Murdoch Childrens Research Institute

Status

Completed

Conditions

Pediatric Cancer

Treatments

Behavioral: Complex physical activity intervention

Study type

Interventional

Funder types

Other

Identifiers

NCT04483362

MurdochCRI

Details and patient eligibility

About

This study will evaluate a physical activity intervention for children during acute cancer treatment. The intervention aims to encourage children to participate in increased levels of physical activity and reduce the amount of time they spend engaged in sedentary activities. This study also aims to evaluate different ways of assessing physical function in order to determine the best outcome measure to use for children during acute cancer treatment.

Full description

All participants will receive the intervention which involves weekly sessions with a physiotherapist and the provision of an activity tracker. The sessions will aim to help motivate participants to be more physically active and identify barriers to physical activity in their environment. The activity tracker will be used to set a steps per day goal for the participant to achieve.

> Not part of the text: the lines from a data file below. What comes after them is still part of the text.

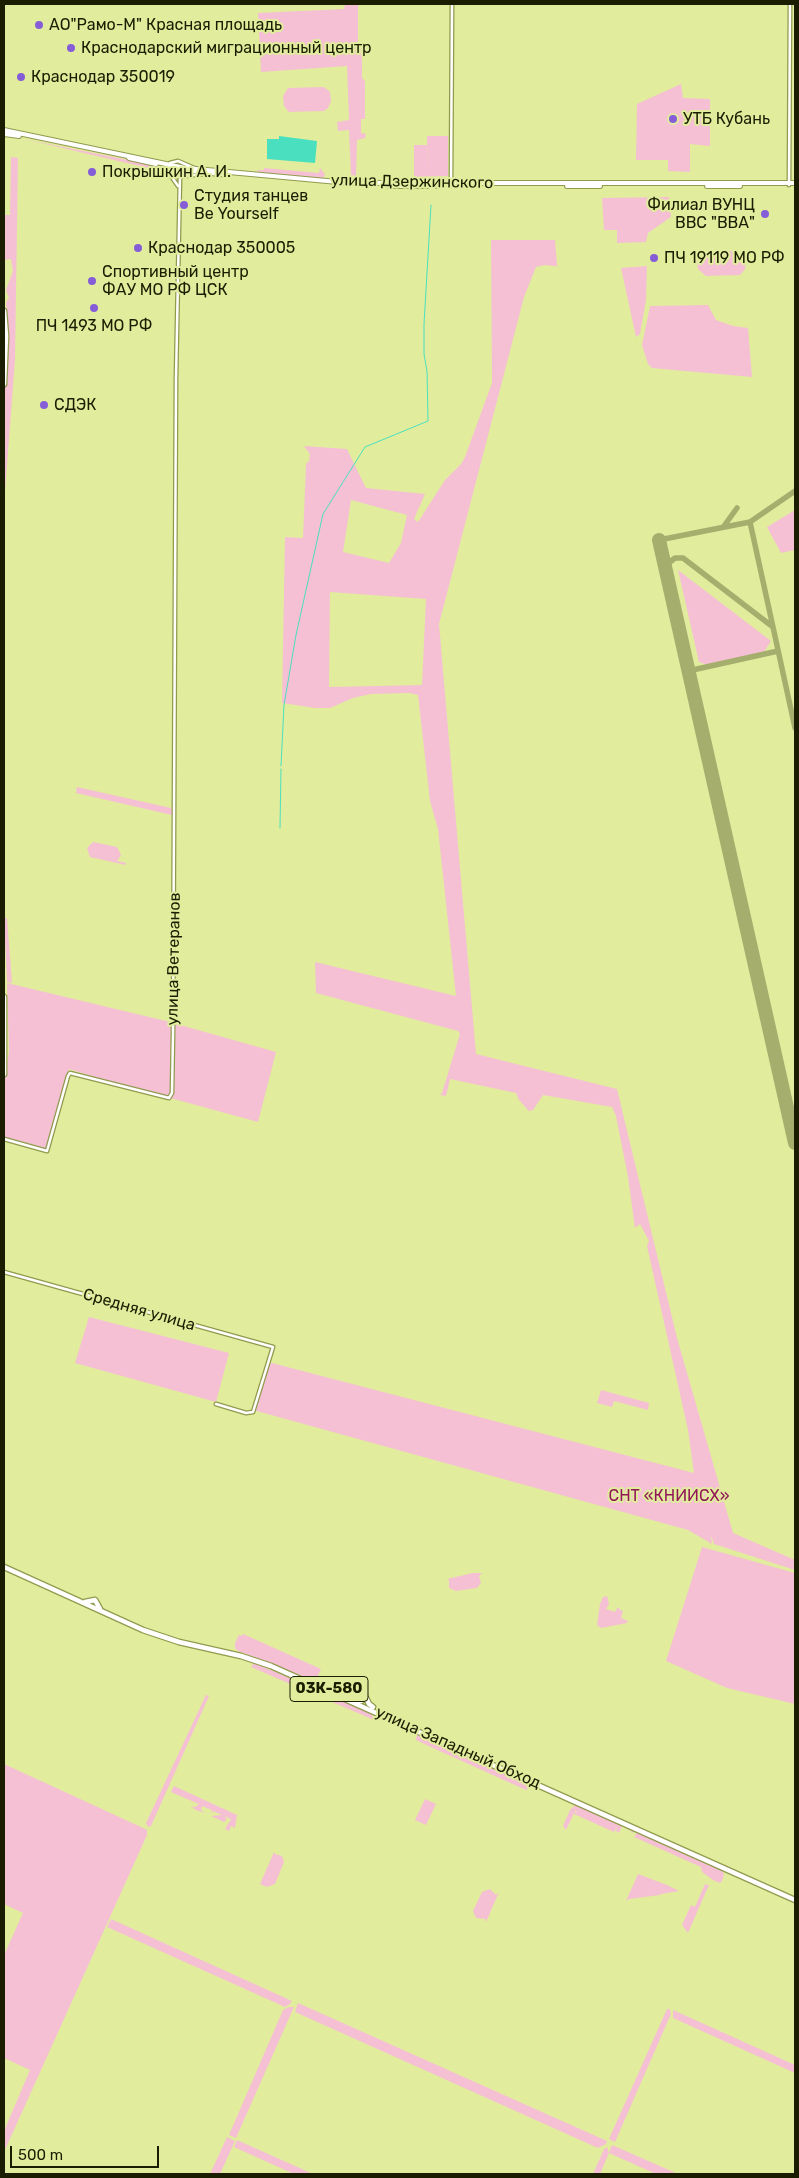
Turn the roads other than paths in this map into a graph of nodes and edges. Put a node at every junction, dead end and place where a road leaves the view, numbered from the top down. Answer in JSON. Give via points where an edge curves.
{"nodes":[{"id":1,"x":452,"y":4,"type":"edge"},
{"id":2,"x":790,"y":4,"type":"edge"},
{"id":3,"x":4,"y":132,"type":"edge"},
{"id":4,"x":169,"y":166,"type":"junction"},
{"id":5,"x":183,"y":170,"type":"junction"},
{"id":6,"x":173,"y":176,"type":"junction"},
{"id":7,"x":789,"y":184,"type":"junction"},
{"id":8,"x":795,"y":184,"type":"edge"},
{"id":9,"x":451,"y":185,"type":"junction"},
{"id":10,"x":178,"y":187,"type":"junction"},
{"id":11,"x":4,"y":311,"type":"edge"},
{"id":12,"x":4,"y":384,"type":"edge"},
{"id":13,"x":4,"y":997,"type":"edge"},
{"id":14,"x":4,"y":1074,"type":"edge"},
{"id":15,"x":4,"y":1139,"type":"edge"},
{"id":16,"x":4,"y":1272,"type":"edge"},
{"id":17,"x":216,"y":1404,"type":"dead end"},
{"id":18,"x":4,"y":1566,"type":"edge"},
{"id":19,"x":795,"y":1899,"type":"edge"}],
"edges":[{"from":1,"to":9,"type":"street"},
{"from":2,"to":7,"type":"street"},
{"from":3,"to":4,"type":"main road","name":"улица Дзержинского"},
{"from":4,"to":5,"type":"main road","name":"улица Дзержинского"},
{"from":4,"to":5,"type":"street","name":"улица Дзержинского","via":[[175,161]]},
{"from":4,"to":6,"type":"street","via":[[169,173]]},
{"from":5,"to":6,"type":"street","name":"улица Дзержинского"},
{"from":5,"to":9,"type":"main road","name":"улица Дзержинского","via":[[349,183]]},
{"from":5,"to":9,"type":"main road","name":"улица Дзержинского","via":[[349,186]]},
{"from":5,"to":10,"type":"street","name":"улица Ветеранов"},
{"from":6,"to":10,"type":"street"},
{"from":7,"to":8,"type":"main road","name":"улица Дзержинского"},
{"from":7,"to":9,"type":"main road","name":"улица Дзержинского"},
{"from":10,"to":15,"type":"street","name":"улица Ветеранов","via":[[172,1093],[169,1098],[70,1074],[47,1151]]},
{"from":11,"to":12,"type":"highway"},
{"from":13,"to":14,"type":"highway"},
{"from":16,"to":17,"type":"street","name":"Средняя улица","via":[[273,1347],[253,1412]]},
{"from":18,"to":19,"type":"highway","name":"улица Западный Обход","number":"03К-580","via":[[143,1630],[271,1666]]},
{"from":18,"to":19,"type":"highway","name":"улица Западный Обход","number":"03К-580","via":[[164,1635],[259,1659],[335,1692],[360,1701],[366,1698],[371,1706],[386,1714]]}]}
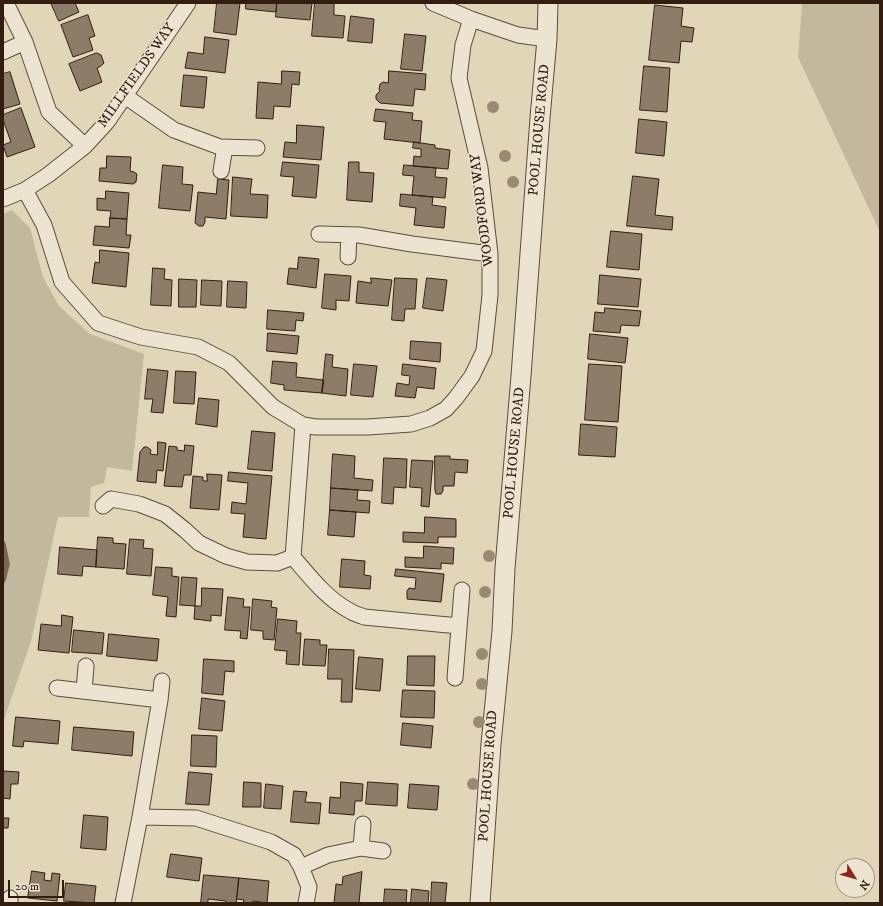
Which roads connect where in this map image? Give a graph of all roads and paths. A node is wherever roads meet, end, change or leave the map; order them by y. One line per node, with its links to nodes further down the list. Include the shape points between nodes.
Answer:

The intervention will be assessed for feasibility using aspects of the Bowen Framework. Under this framework the intervention will be evaluated according to different domains:

Acceptability: To what extent is a new idea, program, process or measure judged as suitable or satisfying
Demand: To what extent is a new idea, program, process, or measure likely to be used
Implementation: To what extent can a new program is successfully delivered to intended participants
Practicality: To what extent can the program can be carried out with intended participants using existing means, resources, and circumstances
Limited efficiency: Does the a new program show promise of being successful with the intended population

In order to find out the best way to assess physical function, participants will complete 5 different assessments. The results from these assessments will help to determine the best measure to use in this population.

Enrollment

21 patients

Sex

All

Ages

5 to 17 years old

Volunteers

No Healthy Volunteers

Inclusion criteria

Is between the ages of 5-17 years at the time of consent
Diagnosed (or relapsed) with cancer >4 weeks and <6 months at time of consent
Currently receiving cancer treatment at the Royal Children's Hospital
Has been an in-patient for >7 consecutive days at the time of consent
Provide a signed and dated informed consent form and/or has a legally acceptable representative capable of understanding the informed consent document and providing consent on the participant's behalf

Exclusion criteria

Deemed by the treating medical team as unsafe to participate
Child/adolescent unable to mobilise independent of clinical staff assistance, as classified by the research team at the time of consent (use of a gait aid or assistance from a primary carer/support person is accepted). For example, if a child/adolescent requires assistance from nursing staff or physiotherapist in order to walk, they will be excluded.
Child/adolescent unable to follow simple instructions
Suitable support person (18 years and over) not available to participate in continuous monitoring of daily steps in tandem with the child/adolescent
No suitable access to a device to sync with a Fitbit
Inability or unwillingness of participant or legally acceptable representative to give written informed consent.